> _WHAT TO WORK ON_
Read through the entries below and copy each line where "edges" turns up.

==*==

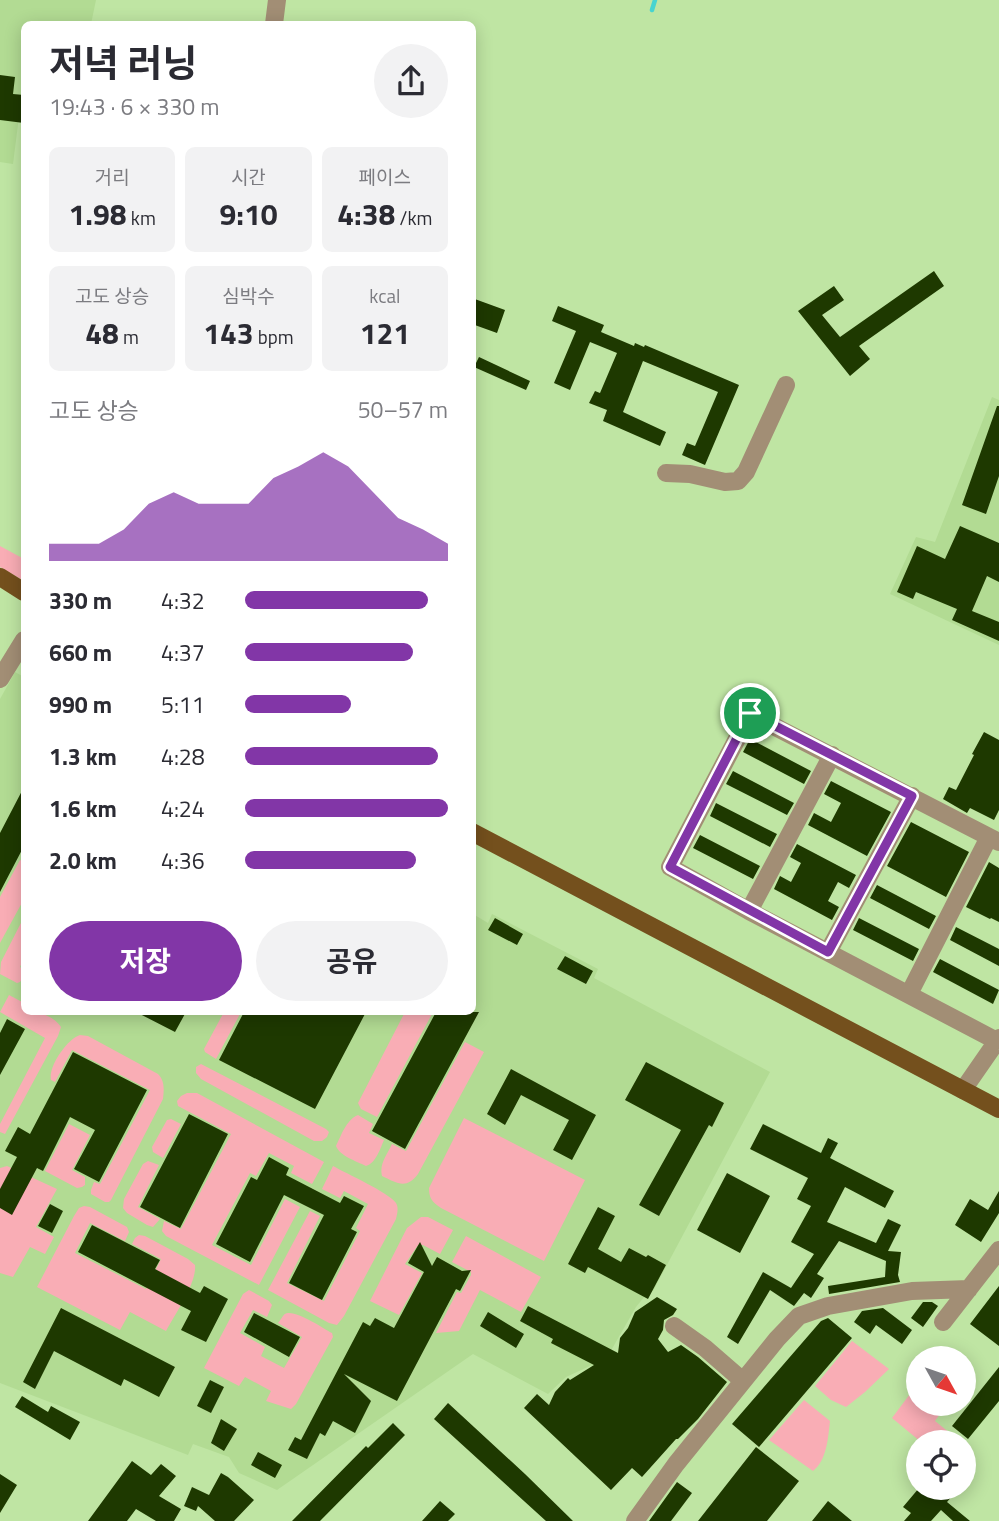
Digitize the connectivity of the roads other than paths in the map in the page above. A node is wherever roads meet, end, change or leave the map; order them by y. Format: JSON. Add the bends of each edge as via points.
{"nodes":[{"id":1,"x":277,"y":0,"type":"edge"},
{"id":2,"x":274,"y":21,"type":"edge"},
{"id":3,"x":786,"y":385,"type":"dead end"},
{"id":4,"x":666,"y":473,"type":"dead end"},
{"id":5,"x":0,"y":577,"type":"edge"},
{"id":6,"x":21,"y":590,"type":"edge"},
{"id":7,"x":21,"y":645,"type":"edge"},
{"id":8,"x":0,"y":679,"type":"edge"},
{"id":9,"x":832,"y":755,"type":"junction"},
{"id":10,"x":912,"y":796,"type":"junction"},
{"id":11,"x":476,"y":834,"type":"edge"},
{"id":12,"x":994,"y":839,"type":"edge"},
{"id":13,"x":749,"y":911,"type":"junction"},
{"id":14,"x":828,"y":952,"type":"junction"},
{"id":15,"x":909,"y":994,"type":"junction"},
{"id":16,"x":998,"y":1039,"type":"edge"},
{"id":17,"x":963,"y":1090,"type":"junction"},
{"id":18,"x":999,"y":1109,"type":"edge"},
{"id":19,"x":999,"y":1250,"type":"edge"},
{"id":20,"x":968,"y":1289,"type":"junction"},
{"id":21,"x":943,"y":1322,"type":"dead end"},
{"id":22,"x":674,"y":1326,"type":"dead end"},
{"id":23,"x":743,"y":1381,"type":"junction"},
{"id":24,"x":635,"y":1521,"type":"edge"}],
"edges":[{"from":1,"to":2,"type":"street"},
{"from":3,"to":4,"type":"street","via":[[738,481]]},
{"from":5,"to":6,"type":"main road"},
{"from":7,"to":8,"type":"street"},
{"from":9,"to":10,"type":"street"},
{"from":9,"to":13,"type":"street"},
{"from":9,"to":13,"type":"street","via":[[750,713],[670,867]]},
{"from":10,"to":12,"type":"street"},
{"from":10,"to":14,"type":"street"},
{"from":11,"to":17,"type":"main road"},
{"from":12,"to":15,"type":"street"},
{"from":13,"to":14,"type":"street"},
{"from":14,"to":15,"type":"street"},
{"from":15,"to":16,"type":"street"},
{"from":16,"to":17,"type":"street"},
{"from":17,"to":18,"type":"main road"},
{"from":19,"to":20,"type":"street"},
{"from":20,"to":21,"type":"street"},
{"from":20,"to":23,"type":"street","via":[[912,1291],[799,1316]]},
{"from":22,"to":23,"type":"street"},
{"from":23,"to":24,"type":"street"}]}
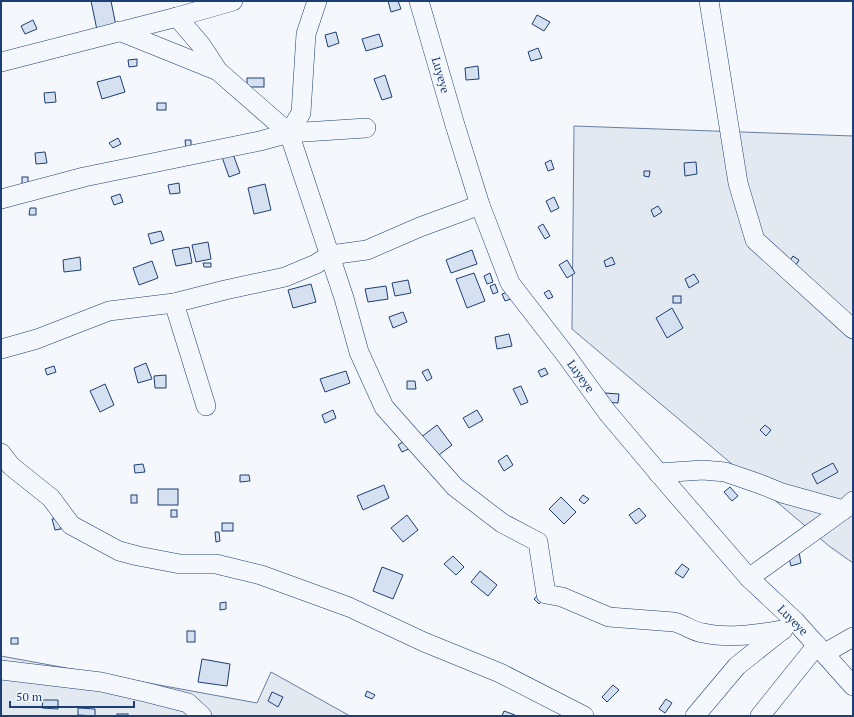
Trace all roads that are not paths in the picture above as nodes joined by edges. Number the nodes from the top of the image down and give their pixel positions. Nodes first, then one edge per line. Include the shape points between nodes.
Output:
1 (233, 1) edge
2 (317, 1) edge
3 (419, 1) edge
4 (709, 1) edge
5 (177, 17) junction
6 (119, 31) junction
7 (1, 62) edge
8 (218, 71) junction
9 (366, 128) dead end
10 (289, 133) junction
11 (1, 199) edge
12 (480, 205) junction
13 (330, 255) junction
14 (174, 303) junction
15 (853, 329) edge
16 (1, 349) edge
17 (206, 406) dead end
18 (1, 453) edge
19 (658, 473) junction
20 (848, 506) edge
21 (749, 578) junction
22 (789, 626) junction
23 (853, 637) edge
24 (821, 649) junction
25 (1, 670) edge
26 (853, 686) edge
27 (202, 716) edge
28 (584, 716) edge
29 (695, 716) edge
30 (760, 716) edge

1 - 5 street
2 - 10 street via 306,34 301,113
3 - 12 street, Luyeye
4 - 15 street via 738,183 755,240
5 - 6 street
5 - 8 street via 201,45
6 - 7 street
6 - 8 street
8 - 10 street
9 - 10 street
10 - 11 street via 84,177
10 - 13 street
12 - 13 street via 367,250
12 - 19 street, Luyeye via 510,283 607,412
13 - 14 street via 285,277
13 - 22 street via 359,352 384,407 455,487 502,524 538,542 546,594 562,597 609,617 681,623 701,633 746,636
14 - 16 street via 109,311 37,339
14 - 17 street
18 - 28 street via 11,466 51,498 71,525 119,551 180,564 216,564 261,575 349,607 424,642 500,673
19 - 20 street via 703,470 724,472 782,493
19 - 21 street, Luyeye
20 - 21 street
21 - 22 street, Luyeye
22 - 24 street, Luyeye
22 - 29 street via 737,666
23 - 24 street
24 - 26 street, Luyeye
24 - 30 street
25 - 27 street via 102,682 188,703

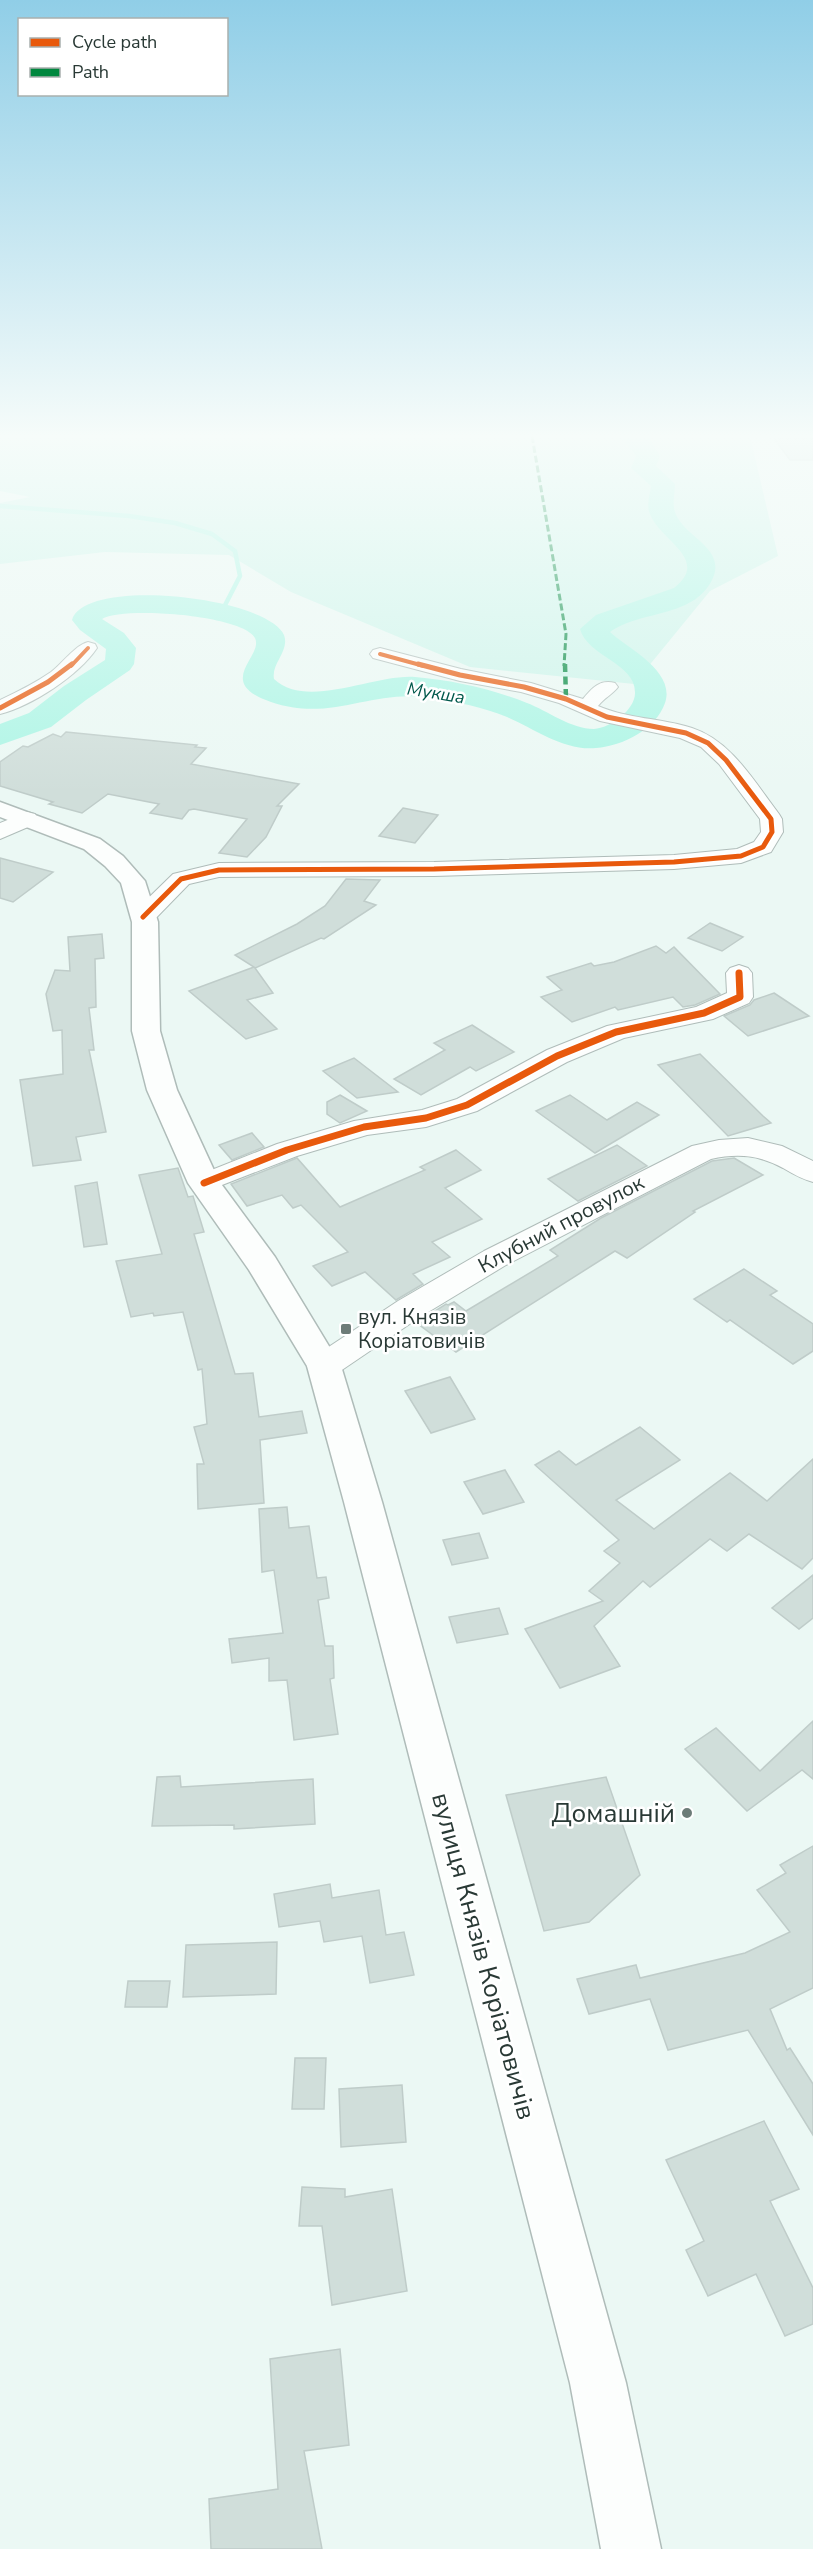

==*==

> _ANSWER TO THE EXERCISE_
"edges":[{"from":1,"to":2,"type":"street"},
Trace all roads that are not paths in the picture above as nodes joined by edges. Number the nodes from the top of the image down and give their pixel positions. Nodes first, then one edge per line. Include the shape points between nodes.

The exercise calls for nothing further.